# [Supplied data]
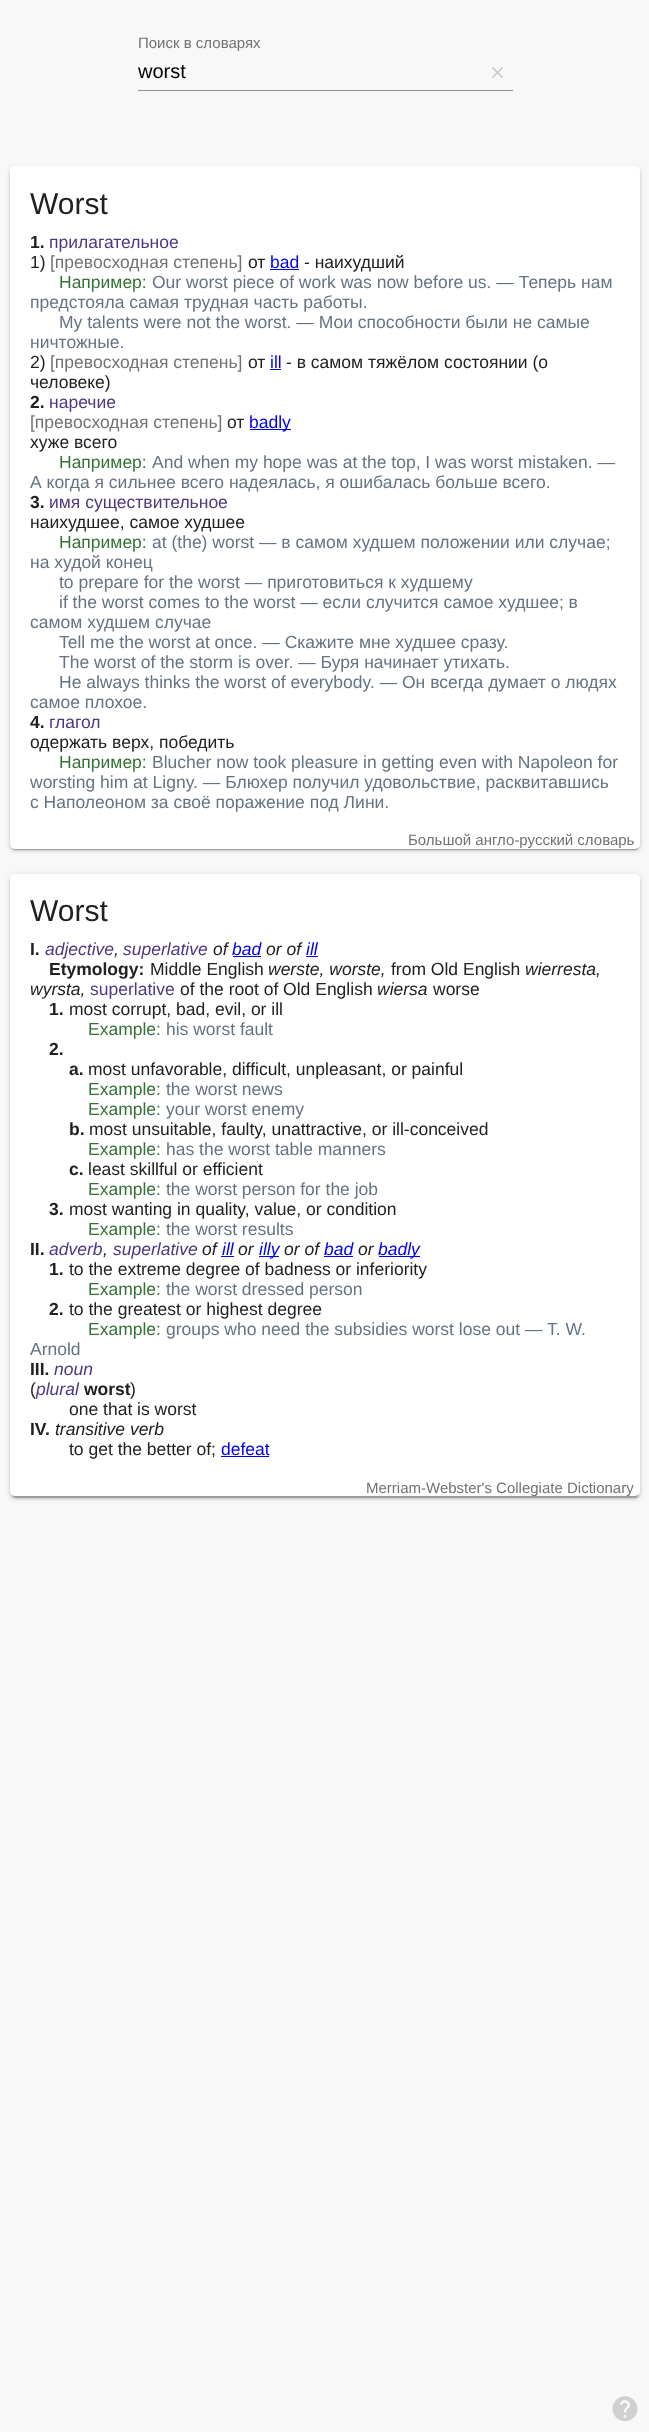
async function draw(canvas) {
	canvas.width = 649;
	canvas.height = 2432;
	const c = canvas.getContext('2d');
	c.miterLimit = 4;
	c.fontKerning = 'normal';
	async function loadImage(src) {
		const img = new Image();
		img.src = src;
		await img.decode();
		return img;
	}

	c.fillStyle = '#f8f8f8';
	c.fillRect(0, 0, 649, 2432);
	c.font = '15px Liberation Sans';
	c.fillStyle = '#727272';
	c.fillText('Поиск в словарях', 138, 48);
	c.font = '20px Liberation Sans';
	c.fillStyle = '#000';
	c.fillText('worst', 138, 78);
	c.drawImage(await loadImage('img1.png'), 492, 67, 11, 11);
	c.fillStyle = '#909090';
	c.fillRect(138, 90, 375, 1);
	c.fillStyle = '#0000001f';
	c.filter = 'blur(3px)';
	c.beginPath();
	c.roundRect(10, 168, 630, 682, 5);
	c.fill();
	c.filter = 'none';
	c.fillStyle = '#00000024';
	c.filter = 'blur(1px)';
	c.beginPath();
	c.roundRect(10, 169, 630, 682, 5);
	c.fill();
	c.filter = 'none';
	c.fillStyle = '#00000033';
	c.filter = 'blur(0.5px)';
	c.beginPath();
	c.roundRect(13, 173, 625, 677, 2.5);
	c.fill();
	c.filter = 'none';
	c.fillStyle = '#fff';
	c.beginPath();
	c.roundRect(10, 166, 630, 683, 5);
	c.fill();
	c.font = '30px Liberation Sans';
	c.fillStyle = '#212121';
	c.fillText('Worst', 30, 214);
	c.font = 'bold 17.5px Liberation Sans';
	c.fillText('1.', 30, 248);
	c.font = '17.5px Liberation Sans';
	c.fillStyle = '#4e387e';
	c.fillText('прилагательное', 49, 248);
	c.fillStyle = '#212121';
	c.fillText('1)', 30, 268);
	c.fillStyle = '#727272';
	c.fillText('[превосходная степень]', 50, 268);
	c.fillStyle = '#212121';
	c.fillText('от', 248, 268);
	c.fillStyle = '#00e';
	c.fillText('bad', 270, 268);
	c.fillRect(270, 269, 29, 1);
	c.fillStyle = '#212121';
	c.fillText('- наихудший', 304, 268);
	c.fillStyle = '#347235';
	c.fillText('Например:', 59, 288);
	c.fillStyle = '#657383';
	for (const [text, x, y] of [
		['Our worst piece of work was now before us. — Теперь нам', 152, 288],
		['предстояла самая трудная часть работы.', 30, 308],
		['My talents were not the worst. — Мои способности были не самые', 59, 328],
		['ничтожные.', 30, 348],
	]) {
		c.fillText(text, x, y);
	}
	c.fillStyle = '#212121';
	c.fillText('2)', 30, 368);
	c.fillStyle = '#727272';
	c.fillText('[превосходная степень]', 50, 368);
	c.fillStyle = '#212121';
	c.fillText('от', 248, 368);
	c.fillStyle = '#00e';
	c.fillText('ill', 270, 368);
	c.fillRect(270, 369, 11, 1);
	c.fillStyle = '#212121';
	c.fillText('- в самом тяжёлом состоянии (о', 286, 368);
	c.fillText('человеке)', 30, 388);
	c.font = 'bold 17.5px Liberation Sans';
	c.fillText('2.', 30, 408);
	c.font = '17.5px Liberation Sans';
	c.fillStyle = '#4e387e';
	c.fillText('наречие', 49, 408);
	c.fillStyle = '#727272';
	c.fillText('[превосходная степень]', 30, 428);
	c.fillStyle = '#212121';
	c.fillText('от', 227, 428);
	c.fillStyle = '#00e';
	c.fillRect(250, 429, 41, 1);
	c.fillText('badly', 249, 428);
	c.fillStyle = '#212121';
	c.fillText('хуже всего', 30, 448);
	c.fillStyle = '#347235';
	c.fillText('Например:', 59, 468);
	c.fillStyle = '#657383';
	c.fillText('And when my hope was at the top, I was worst mistaken. —', 152, 468);
	c.fillText('А когда я сильнее всего надеялась, я ошибалась больше всего.', 30, 488);
	c.font = 'bold 17.5px Liberation Sans';
	c.fillStyle = '#212121';
	c.fillText('3.', 30, 508);
	c.font = '17.5px Liberation Sans';
	c.fillStyle = '#4e387e';
	c.fillText('имя существительное', 49, 508);
	c.fillStyle = '#212121';
	c.fillText('наихудшее, самое худшее', 30, 528);
	c.fillStyle = '#347235';
	c.fillText('Например:', 59, 548);
	c.fillStyle = '#657383';
	for (const [text, x, y] of [
		['at (the) worst — в самом худшем положении или случае;', 152, 548],
		['на худой конец', 30, 568],
		['to prepare for the worst — приготовиться к худшему', 59, 588],
		['if the worst comes to the worst — если случится самое худшее; в', 59, 608],
		['самом худшем случае', 30, 628],
		['Tell me the worst at once. — Скажите мне худшее сразу.', 59, 648],
		['The worst of the storm is over. — Буря начинает утихать.', 59, 668],
		['He always thinks the worst of everybody. — Он всегда думает о людях', 59, 688],
		['самое плохое.', 30, 708],
	]) {
		c.fillText(text, x, y);
	}
	c.font = 'bold 17.5px Liberation Sans';
	c.fillStyle = '#212121';
	c.fillText('4.', 30, 728);
	c.font = '17.5px Liberation Sans';
	c.fillStyle = '#4e387e';
	c.fillText('глагол', 49, 728);
	c.fillStyle = '#212121';
	c.fillText('одержать верх, победить', 30, 748);
	c.fillStyle = '#347235';
	c.fillText('Например:', 59, 768);
	c.fillStyle = '#657383';
	for (const [text, x, y] of [
		['Blucher now took pleasure in getting even with Napoleon for', 152, 768],
		['worsting him at Ligny. — Блюхер получил удовольствие, расквитавшись', 30, 788],
		['с Наполеоном за своё поражение под Лини.', 30, 808],
	]) {
		c.fillText(text, x, y);
	}
	c.font = '15px Liberation Sans';
	c.fillStyle = '#727272';
	c.fillText('Большой англо-русский словарь', 408, 845);
	c.fillStyle = '#0000001f';
	c.filter = 'blur(3px)';
	c.beginPath();
	c.roundRect(10, 875, 630, 623, 5);
	c.fill();
	c.filter = 'none';
	c.fillStyle = '#00000024';
	c.filter = 'blur(1px)';
	c.beginPath();
	c.roundRect(10, 876, 630, 623, 5);
	c.fill();
	c.filter = 'none';
	c.fillStyle = '#00000033';
	c.filter = 'blur(0.5px)';
	c.beginPath();
	c.roundRect(13, 880, 625, 618, 2.5);
	c.fill();
	c.filter = 'none';
	c.fillStyle = '#fff';
	c.beginPath();
	c.roundRect(10, 874, 630, 622, 5);
	c.fill();
	c.font = '30px Liberation Sans';
	c.fillStyle = '#212121';
	c.fillText('Worst', 30, 921);
	c.font = 'bold 17.5px Liberation Sans';
	c.fillText('I.', 30, 955);
	c.font = 'italic 17.5px Liberation Sans';
	c.fillStyle = '#4e387e';
	c.fillText('adjective', 45, 955);
	c.fillText('superlative', 123, 955);
	c.fillStyle = '#212121';
	c.fillText('of', 213, 955);
	c.fillStyle = '#00e';
	c.fillText('bad', 232, 955);
	c.fillRect(233, 956, 28, 1);
	c.fillStyle = '#212121';
	c.fillText('or of', 266, 955);
	c.fillStyle = '#00e';
	c.fillText('ill', 306, 955);
	c.fillRect(306, 956, 12, 1);
	c.fillStyle = '#212121';
	c.fillText(',', 114, 955);
	c.font = 'bold 17.5px Liberation Sans';
	c.fillText('Etymology:', 49, 975);
	c.font = '17.5px Liberation Sans';
	c.fillText('Middle English', 150, 975);
	c.font = 'italic 17.5px Liberation Sans';
	c.fillText('werste, worste,', 268, 975);
	c.font = '17.5px Liberation Sans';
	c.fillText('from Old English', 391, 975);
	c.font = 'italic 17.5px Liberation Sans';
	c.fillText('wierresta,', 525, 975);
	c.fillText('wyrsta,', 30, 995);
	c.font = '17.5px Liberation Sans';
	c.fillStyle = '#4e387e';
	c.fillText('superlative', 90, 995);
	c.fillStyle = '#212121';
	c.fillText('of the root of Old English', 180, 995);
	c.font = 'italic 17.5px Liberation Sans';
	c.fillText('wiersa', 377, 995);
	c.font = '17.5px Liberation Sans';
	c.fillText('worse', 433, 995);
	c.font = 'bold 17.5px Liberation Sans';
	c.fillText('1.', 49, 1015);
	c.font = '17.5px Liberation Sans';
	c.fillText('most corrupt, bad, evil, or ill', 69, 1015);
	c.fillStyle = '#347235';
	c.fillText('Example:', 88, 1035);
	c.fillStyle = '#657383';
	c.fillText('his worst fault', 166, 1035);
	c.font = 'bold 17.5px Liberation Sans';
	c.fillStyle = '#212121';
	c.fillText('2.', 49, 1055);
	c.fillText('a.', 69, 1075);
	c.font = '17.5px Liberation Sans';
	c.fillText('most unfavorable, difficult, unpleasant, or painful', 88, 1075);
	c.fillStyle = '#347235';
	c.fillText('Example:', 88, 1095);
	c.fillStyle = '#657383';
	c.fillText('the worst news', 166, 1095);
	c.fillStyle = '#347235';
	c.fillText('Example:', 88, 1115);
	c.fillStyle = '#657383';
	c.fillText('your worst enemy', 166, 1115);
	c.font = 'bold 17.5px Liberation Sans';
	c.fillStyle = '#212121';
	c.fillText('b.', 69, 1135);
	c.font = '17.5px Liberation Sans';
	c.fillText('most unsuitable, faulty, unattractive, or ill-conceived', 89, 1135);
	c.fillStyle = '#347235';
	c.fillText('Example:', 88, 1155);
	c.fillStyle = '#657383';
	c.fillText('has the worst table manners', 166, 1155);
	c.font = 'bold 17.5px Liberation Sans';
	c.fillStyle = '#212121';
	c.fillText('c.', 69, 1175);
	c.font = '17.5px Liberation Sans';
	c.fillText('least skillful or efficient', 88, 1175);
	c.fillStyle = '#347235';
	c.fillText('Example:', 88, 1195);
	c.fillStyle = '#657383';
	c.fillText('the worst person for the job', 166, 1195);
	c.font = 'bold 17.5px Liberation Sans';
	c.fillStyle = '#212121';
	c.fillText('3.', 49, 1215);
	c.font = '17.5px Liberation Sans';
	c.fillText('most wanting in quality, value, or condition', 69, 1215);
	c.fillStyle = '#347235';
	c.fillText('Example:', 88, 1235);
	c.fillStyle = '#657383';
	c.fillText('the worst results', 166, 1235);
	c.font = 'bold 17.5px Liberation Sans';
	c.fillStyle = '#212121';
	c.fillText('II.', 30, 1255);
	c.font = 'italic 17.5px Liberation Sans';
	c.fillStyle = '#4e387e';
	c.fillText('adverb', 49, 1255);
	c.fillStyle = '#212121';
	c.fillText(',', 103, 1255);
	c.fillStyle = '#4e387e';
	c.fillText('superlative', 113, 1255);
	c.fillStyle = '#212121';
	c.fillText('of', 202, 1255);
	c.fillStyle = '#00e';
	c.fillText('ill', 222, 1255);
	c.fillRect(221, 1256, 13, 1);
	c.fillStyle = '#212121';
	c.fillText('or', 238, 1255);
	c.fillStyle = '#00e';
	c.fillRect(259, 1256, 20, 1);
	c.fillText('illy', 259, 1255);
	c.fillStyle = '#212121';
	c.fillText('or of', 284, 1255);
	c.fillStyle = '#00e';
	c.fillText('bad', 324, 1255);
	c.fillRect(324, 1256, 29, 1);
	c.fillStyle = '#212121';
	c.fillText('or', 358, 1255);
	c.fillStyle = '#00e';
	c.fillRect(379, 1256, 41, 1);
	c.fillText('badly', 378, 1255);
	c.font = 'bold 17.5px Liberation Sans';
	c.fillStyle = '#212121';
	c.fillText('1.', 49, 1275);
	c.font = '17.5px Liberation Sans';
	c.fillText('to the extreme degree of badness or inferiority', 69, 1275);
	c.fillStyle = '#347235';
	c.fillText('Example:', 88, 1295);
	c.fillStyle = '#657383';
	c.fillText('the worst dressed person', 166, 1295);
	c.font = 'bold 17.5px Liberation Sans';
	c.fillStyle = '#212121';
	c.fillText('2.', 49, 1315);
	c.font = '17.5px Liberation Sans';
	c.fillText('to the greatest or highest degree', 69, 1315);
	c.fillStyle = '#347235';
	c.fillText('Example:', 88, 1335);
	c.fillStyle = '#657383';
	c.fillText('groups who need the subsidies worst lose out — T. W.', 166, 1335);
	c.fillText('Arnold', 30, 1355);
	c.font = 'bold 17.5px Liberation Sans';
	c.fillStyle = '#212121';
	c.fillText('III.', 30, 1375);
	c.font = 'italic 17.5px Liberation Sans';
	c.fillStyle = '#4e387e';
	c.fillText('noun', 54, 1375);
	c.font = '17.5px Liberation Sans';
	c.fillStyle = '#212121';
	c.fillText('(', 30, 1395);
	c.font = 'italic 17.5px Liberation Sans';
	c.fillStyle = '#4e387e';
	c.fillText('plural', 36, 1395);
	c.font = 'bold 17.5px Liberation Sans';
	c.fillStyle = '#212121';
	c.fillText('worst', 84, 1395);
	c.font = '17.5px Liberation Sans';
	c.fillText(')', 130, 1395);
	c.fillText('one that is worst', 69, 1415);
	c.font = 'bold 17.5px Liberation Sans';
	c.fillText('IV.', 30, 1435);
	c.font = 'italic 17.5px Liberation Sans';
	c.fillText('transitive verb', 55, 1435);
	c.font = '17.5px Liberation Sans';
	c.fillText('to get the better of;', 69, 1455);
	c.fillStyle = '#00e';
	c.fillText('defeat', 221, 1455);
	c.fillRect(221, 1456, 48, 1);
	c.font = '15px Liberation Sans';
	c.fillStyle = '#727272';
	c.fillText('Merriam-Webster\'s Collegiate Dictionary', 366, 1493);
	c.drawImage(await loadImage('img2.png'), 612, 2396, 26, 26);
}

draw(document.querySelector('canvas'));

# [Description of the task]
Give back the material exactly as written, from its first line to the line that contains "c.fillStyle = '#000';", and leave out the pictures.

# [Task response]
async function draw(canvas) {
	canvas.width = 649;
	canvas.height = 2432;
	const c = canvas.getContext('2d');
	c.miterLimit = 4;
	c.fontKerning = 'normal';
	async function loadImage(src) {
		const img = new Image();
		img.src = src;
		await img.decode();
		return img;
	}

	c.fillStyle = '#f8f8f8';
	c.fillRect(0, 0, 649, 2432);
	c.font = '15px Liberation Sans';
	c.fillStyle = '#727272';
	c.fillText('Поиск в словарях', 138, 48);
	c.font = '20px Liberation Sans';
	c.fillStyle = '#000';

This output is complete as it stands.